In the area of hyperparameter optimization (HO), the goal is to optimize a response function of the hyperparameters. The response function is usually the average loss on a validation set. Gradient-based HO refers to iteratively finding the optimal hyperparameters using gradient updates, just as we do with neural network training itself. The gradient of the response function with respect to the hyperparameters is called the hypergradient.
One of the great things about this work is that their framework allows for all kinds of hyperparameters. The response function can be based on evaluation over the training set, the validation set, or both. The hyperparameters can be part of the loss function, part of regularization, or part of the model architecture.
forward and reverse modes
Just as in regular automatic differentiation, there’s a forward mode and reverse mode, and these have similar benefits and drawbacks to their AD counterparts. In reverse mode, we have to store the entire optimization path taken as the model is trained, in order to differentiate with respect to the hyperparameters. In forward mode, we have to perform the iterative training separately for each hyperparameter. (Here’s a guide to forward/reverse-mode AD if you need it.)

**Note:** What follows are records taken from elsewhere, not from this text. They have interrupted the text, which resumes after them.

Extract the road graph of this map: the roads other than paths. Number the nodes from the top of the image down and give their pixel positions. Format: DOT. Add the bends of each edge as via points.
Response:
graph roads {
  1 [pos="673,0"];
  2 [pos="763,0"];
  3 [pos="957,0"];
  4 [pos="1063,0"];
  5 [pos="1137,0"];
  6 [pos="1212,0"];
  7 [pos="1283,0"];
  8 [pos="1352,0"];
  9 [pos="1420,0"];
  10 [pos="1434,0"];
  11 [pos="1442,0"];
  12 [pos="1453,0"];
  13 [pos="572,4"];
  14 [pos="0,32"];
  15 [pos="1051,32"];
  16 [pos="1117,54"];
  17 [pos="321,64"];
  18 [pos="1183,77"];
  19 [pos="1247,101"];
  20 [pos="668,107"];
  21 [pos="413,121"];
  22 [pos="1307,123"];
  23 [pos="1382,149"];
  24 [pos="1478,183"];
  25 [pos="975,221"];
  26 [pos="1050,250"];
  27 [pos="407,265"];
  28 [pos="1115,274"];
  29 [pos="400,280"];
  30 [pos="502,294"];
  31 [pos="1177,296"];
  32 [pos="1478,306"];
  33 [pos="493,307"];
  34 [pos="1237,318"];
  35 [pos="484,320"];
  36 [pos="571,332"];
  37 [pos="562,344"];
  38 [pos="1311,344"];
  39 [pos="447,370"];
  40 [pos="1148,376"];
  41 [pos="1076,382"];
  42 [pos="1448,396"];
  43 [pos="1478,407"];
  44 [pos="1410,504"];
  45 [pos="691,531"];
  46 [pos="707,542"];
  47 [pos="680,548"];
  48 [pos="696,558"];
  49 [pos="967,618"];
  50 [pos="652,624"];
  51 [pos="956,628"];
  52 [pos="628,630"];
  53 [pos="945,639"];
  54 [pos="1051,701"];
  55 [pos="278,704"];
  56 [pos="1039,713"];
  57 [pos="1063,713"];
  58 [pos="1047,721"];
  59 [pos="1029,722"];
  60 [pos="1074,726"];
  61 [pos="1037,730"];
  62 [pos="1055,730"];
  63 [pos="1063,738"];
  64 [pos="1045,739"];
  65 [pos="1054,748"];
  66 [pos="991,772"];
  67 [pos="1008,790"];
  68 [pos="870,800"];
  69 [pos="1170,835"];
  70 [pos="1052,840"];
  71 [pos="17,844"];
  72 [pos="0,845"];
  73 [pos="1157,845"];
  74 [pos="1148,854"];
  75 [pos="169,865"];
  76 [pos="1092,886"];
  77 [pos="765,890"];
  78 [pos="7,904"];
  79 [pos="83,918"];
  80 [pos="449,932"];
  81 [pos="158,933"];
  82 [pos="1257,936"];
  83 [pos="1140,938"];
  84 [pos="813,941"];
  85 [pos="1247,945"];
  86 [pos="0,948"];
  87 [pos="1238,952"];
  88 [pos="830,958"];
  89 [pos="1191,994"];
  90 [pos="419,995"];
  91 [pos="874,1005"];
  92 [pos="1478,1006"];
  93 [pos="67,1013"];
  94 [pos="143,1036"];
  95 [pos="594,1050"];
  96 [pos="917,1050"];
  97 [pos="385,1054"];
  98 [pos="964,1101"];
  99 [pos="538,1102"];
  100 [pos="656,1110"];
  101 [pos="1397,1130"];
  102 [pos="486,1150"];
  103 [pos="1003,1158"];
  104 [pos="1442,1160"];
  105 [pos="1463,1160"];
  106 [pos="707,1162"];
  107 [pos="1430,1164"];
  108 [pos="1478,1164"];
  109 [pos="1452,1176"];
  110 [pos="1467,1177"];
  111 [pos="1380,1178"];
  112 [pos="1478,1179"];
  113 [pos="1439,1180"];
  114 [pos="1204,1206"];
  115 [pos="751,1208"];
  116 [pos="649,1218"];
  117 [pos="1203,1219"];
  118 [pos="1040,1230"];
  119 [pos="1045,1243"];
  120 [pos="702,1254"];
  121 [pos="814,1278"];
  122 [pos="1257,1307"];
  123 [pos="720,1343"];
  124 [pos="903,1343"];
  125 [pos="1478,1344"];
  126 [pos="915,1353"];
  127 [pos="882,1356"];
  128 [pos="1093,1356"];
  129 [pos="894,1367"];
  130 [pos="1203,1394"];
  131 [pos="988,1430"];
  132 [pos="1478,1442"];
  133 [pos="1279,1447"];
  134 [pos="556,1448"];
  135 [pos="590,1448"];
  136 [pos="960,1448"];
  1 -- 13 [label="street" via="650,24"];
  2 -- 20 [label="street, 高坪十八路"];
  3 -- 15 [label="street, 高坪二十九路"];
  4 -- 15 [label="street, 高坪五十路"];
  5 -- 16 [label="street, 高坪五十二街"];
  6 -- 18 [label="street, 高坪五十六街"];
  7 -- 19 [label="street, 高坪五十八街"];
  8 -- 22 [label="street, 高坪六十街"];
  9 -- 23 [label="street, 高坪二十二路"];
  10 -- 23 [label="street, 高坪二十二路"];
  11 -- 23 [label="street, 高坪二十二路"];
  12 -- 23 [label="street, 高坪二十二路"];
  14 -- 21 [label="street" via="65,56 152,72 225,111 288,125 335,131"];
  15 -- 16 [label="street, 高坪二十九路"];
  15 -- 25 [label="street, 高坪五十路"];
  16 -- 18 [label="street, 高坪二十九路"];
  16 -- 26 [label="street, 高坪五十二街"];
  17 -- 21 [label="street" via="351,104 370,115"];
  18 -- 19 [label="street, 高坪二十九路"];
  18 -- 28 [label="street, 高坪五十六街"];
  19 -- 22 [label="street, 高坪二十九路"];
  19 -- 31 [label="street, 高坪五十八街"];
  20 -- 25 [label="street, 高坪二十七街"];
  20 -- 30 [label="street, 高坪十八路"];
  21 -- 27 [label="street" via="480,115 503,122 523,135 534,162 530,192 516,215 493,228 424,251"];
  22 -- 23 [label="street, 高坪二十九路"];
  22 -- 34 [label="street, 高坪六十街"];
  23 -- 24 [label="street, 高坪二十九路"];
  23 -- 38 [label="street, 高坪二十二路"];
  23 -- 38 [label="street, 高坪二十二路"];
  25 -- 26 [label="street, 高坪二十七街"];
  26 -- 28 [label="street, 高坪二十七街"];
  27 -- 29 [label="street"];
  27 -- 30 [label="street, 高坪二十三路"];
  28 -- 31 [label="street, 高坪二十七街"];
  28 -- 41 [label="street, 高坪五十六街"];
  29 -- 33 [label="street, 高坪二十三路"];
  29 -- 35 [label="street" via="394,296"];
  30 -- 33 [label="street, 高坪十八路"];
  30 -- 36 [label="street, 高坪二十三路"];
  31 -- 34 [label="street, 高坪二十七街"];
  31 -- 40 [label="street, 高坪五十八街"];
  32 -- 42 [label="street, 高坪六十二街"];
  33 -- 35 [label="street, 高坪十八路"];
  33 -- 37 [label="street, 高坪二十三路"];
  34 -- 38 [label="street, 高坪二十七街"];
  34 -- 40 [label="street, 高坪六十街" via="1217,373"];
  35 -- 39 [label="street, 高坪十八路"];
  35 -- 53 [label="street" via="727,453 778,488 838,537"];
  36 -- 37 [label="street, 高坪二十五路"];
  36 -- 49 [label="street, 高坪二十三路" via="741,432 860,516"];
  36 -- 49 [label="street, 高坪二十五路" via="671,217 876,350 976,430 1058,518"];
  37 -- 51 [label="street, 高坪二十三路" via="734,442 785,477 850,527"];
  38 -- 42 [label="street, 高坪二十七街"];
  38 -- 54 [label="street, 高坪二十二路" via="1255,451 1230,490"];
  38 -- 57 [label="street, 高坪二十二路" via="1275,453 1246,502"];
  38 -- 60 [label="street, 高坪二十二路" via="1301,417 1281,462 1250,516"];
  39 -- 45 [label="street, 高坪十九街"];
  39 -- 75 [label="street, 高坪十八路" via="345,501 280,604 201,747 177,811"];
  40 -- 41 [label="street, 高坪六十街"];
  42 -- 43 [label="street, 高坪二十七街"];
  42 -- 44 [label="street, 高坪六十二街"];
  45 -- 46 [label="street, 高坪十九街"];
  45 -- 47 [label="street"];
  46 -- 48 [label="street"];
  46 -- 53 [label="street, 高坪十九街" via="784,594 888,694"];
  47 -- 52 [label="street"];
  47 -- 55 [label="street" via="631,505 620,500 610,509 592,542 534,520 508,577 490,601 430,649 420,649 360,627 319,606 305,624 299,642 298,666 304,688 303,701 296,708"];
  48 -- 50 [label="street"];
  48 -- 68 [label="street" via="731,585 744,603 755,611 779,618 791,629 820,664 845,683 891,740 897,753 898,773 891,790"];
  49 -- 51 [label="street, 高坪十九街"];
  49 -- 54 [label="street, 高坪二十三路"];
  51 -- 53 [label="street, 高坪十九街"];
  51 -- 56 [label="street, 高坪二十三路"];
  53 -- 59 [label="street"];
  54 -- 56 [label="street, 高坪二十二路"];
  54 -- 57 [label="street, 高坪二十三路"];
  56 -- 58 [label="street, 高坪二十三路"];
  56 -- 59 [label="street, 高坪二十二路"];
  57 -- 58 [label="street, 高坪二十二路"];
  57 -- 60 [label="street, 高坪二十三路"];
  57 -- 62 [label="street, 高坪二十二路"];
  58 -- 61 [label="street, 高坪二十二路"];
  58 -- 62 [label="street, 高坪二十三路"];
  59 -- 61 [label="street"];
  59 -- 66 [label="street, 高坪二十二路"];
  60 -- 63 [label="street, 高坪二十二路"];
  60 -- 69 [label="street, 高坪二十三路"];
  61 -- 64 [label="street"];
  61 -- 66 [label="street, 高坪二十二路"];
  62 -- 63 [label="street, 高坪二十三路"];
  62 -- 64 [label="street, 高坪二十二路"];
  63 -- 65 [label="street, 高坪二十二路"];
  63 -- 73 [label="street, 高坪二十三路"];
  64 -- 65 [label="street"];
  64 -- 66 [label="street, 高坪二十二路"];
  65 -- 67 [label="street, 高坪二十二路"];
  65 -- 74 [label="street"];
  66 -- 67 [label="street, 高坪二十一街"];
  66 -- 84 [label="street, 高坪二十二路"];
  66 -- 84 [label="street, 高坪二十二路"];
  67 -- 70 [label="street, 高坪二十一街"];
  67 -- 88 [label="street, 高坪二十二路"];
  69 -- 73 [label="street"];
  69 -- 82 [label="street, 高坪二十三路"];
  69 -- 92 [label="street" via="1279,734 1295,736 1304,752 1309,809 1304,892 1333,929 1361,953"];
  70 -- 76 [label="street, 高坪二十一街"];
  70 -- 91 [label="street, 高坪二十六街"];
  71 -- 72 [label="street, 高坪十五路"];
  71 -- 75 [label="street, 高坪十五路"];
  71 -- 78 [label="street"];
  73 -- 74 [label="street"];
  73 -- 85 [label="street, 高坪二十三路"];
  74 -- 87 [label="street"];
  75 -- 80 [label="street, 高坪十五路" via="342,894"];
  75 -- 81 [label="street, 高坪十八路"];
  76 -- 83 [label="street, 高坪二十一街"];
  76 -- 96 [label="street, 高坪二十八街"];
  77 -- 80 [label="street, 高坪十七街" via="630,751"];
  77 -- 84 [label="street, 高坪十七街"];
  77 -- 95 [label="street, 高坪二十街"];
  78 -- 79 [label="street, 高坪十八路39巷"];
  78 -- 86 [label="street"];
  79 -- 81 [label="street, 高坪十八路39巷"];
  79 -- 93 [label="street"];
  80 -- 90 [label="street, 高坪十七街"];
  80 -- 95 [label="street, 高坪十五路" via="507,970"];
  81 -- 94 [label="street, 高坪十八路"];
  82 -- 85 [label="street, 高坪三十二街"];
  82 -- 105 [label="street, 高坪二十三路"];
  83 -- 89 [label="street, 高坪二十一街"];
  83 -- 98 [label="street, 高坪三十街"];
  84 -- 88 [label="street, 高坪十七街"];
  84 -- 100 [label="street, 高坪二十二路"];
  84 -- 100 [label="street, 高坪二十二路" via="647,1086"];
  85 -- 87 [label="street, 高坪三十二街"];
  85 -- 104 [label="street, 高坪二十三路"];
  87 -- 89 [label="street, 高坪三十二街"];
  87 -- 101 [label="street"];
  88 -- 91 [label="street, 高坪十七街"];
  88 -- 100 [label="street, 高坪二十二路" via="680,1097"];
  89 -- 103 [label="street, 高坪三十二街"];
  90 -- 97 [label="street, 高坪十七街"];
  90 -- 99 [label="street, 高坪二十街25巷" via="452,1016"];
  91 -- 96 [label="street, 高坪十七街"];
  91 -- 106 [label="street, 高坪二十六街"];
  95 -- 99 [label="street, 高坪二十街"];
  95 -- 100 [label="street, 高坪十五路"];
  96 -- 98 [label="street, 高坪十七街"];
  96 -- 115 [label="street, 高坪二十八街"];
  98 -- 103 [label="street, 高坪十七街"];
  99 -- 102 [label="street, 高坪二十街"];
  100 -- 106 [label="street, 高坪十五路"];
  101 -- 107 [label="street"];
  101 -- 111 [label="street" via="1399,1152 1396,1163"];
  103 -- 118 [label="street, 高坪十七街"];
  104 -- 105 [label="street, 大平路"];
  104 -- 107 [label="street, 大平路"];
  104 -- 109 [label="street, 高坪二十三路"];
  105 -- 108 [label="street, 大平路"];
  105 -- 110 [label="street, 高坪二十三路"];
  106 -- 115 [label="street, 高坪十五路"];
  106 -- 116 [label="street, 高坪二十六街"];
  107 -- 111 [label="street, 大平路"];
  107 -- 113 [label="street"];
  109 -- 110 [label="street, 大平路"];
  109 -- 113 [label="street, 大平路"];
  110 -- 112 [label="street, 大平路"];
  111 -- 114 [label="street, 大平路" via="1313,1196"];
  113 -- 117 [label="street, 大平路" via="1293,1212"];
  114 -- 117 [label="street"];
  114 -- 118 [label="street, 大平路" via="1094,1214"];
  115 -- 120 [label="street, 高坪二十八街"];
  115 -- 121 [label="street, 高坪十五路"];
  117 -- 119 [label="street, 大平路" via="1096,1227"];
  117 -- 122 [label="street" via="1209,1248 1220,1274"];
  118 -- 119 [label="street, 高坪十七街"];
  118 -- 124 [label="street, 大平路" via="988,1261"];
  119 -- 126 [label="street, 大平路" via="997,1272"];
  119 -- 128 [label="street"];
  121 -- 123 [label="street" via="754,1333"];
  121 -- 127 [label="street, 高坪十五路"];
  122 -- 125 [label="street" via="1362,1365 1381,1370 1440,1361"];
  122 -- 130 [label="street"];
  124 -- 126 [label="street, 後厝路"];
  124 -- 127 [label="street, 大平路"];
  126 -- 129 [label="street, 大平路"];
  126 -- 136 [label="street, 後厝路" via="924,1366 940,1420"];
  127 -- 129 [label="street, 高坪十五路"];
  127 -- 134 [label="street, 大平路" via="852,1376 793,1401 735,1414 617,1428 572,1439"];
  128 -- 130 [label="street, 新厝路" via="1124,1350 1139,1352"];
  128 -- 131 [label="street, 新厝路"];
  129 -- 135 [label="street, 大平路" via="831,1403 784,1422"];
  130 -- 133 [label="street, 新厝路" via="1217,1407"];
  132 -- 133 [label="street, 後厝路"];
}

Perhaps a better comparison to make is with the two available ways to train RNNs. One is back-propagation through time, where parameters end up being updated multiple times after the entire sequence is produced. The other is real-time recurrent learning (RTRL), where parameters are updated after each time step. The authors argue that using a similar approach to hyperparameter updates could “significantly speed up the overall hyperparameter optimization procedure in the presence of large datasets.” They even say they’re going to show that constrained HO can be used to detect noisy samples and discover relationships between different learning tasks. [Can I get a yeet in the group chat?]
They started by corrupting the labels of some of the training examples in MNIST. Then they gave each training example a learnable hyperparameter between 0 and 1 that scaled the loss produced by that training example. They trained a softmax regression model to minimize training loss, and trained the hyperparameters (the loss weights) to minimize validation error. Once the hyperparameters were tuned, they created a cleaned training subset from all examples whose loss weight hyperparameter was not zero. They also restricted the L1 norm of the vector of loss weights. Because the number of hyperparameters was high, they used the reverse-mode hypergradient calculation. The training was able to rule out the corrupted examples, and even started to rule out correct examples that increased validation accuracy and test accuracy.
learning task interactions
This was interesting, but to really understand what was going on I think you need to read the whole thing. Basically, the multitask learning (MTL) setup has a matrix of relationship strength between output classes, and they were able to learn those as hyperparameters.
The final task was phone classification on the TIMIT corpus. They achieved marginal improvements by learning the learning rate, momentum, and a weight in the loss function using real-time forward-mode hypergradient optimization. They even tried starting all three hyperparameters at zero, and achieved results that were only slightly worse than when starting with good initial guesses from previous papers. Random search failed to perform much better than the vanilla baseline.
The authors included plots of the hyperparameters over time for the zero-initialized experiment, and I noticed that learning rate and momentum both rose and then dropped to zero in rather parabolic fashion. I would like to see the same plots but for the experiment with reasonable initial values. Do the learning rate and momentum eventually drop to zero in that experiment as well, or do they hold more steady?
You just have to love a paper that refers to hyper-hyperparameters.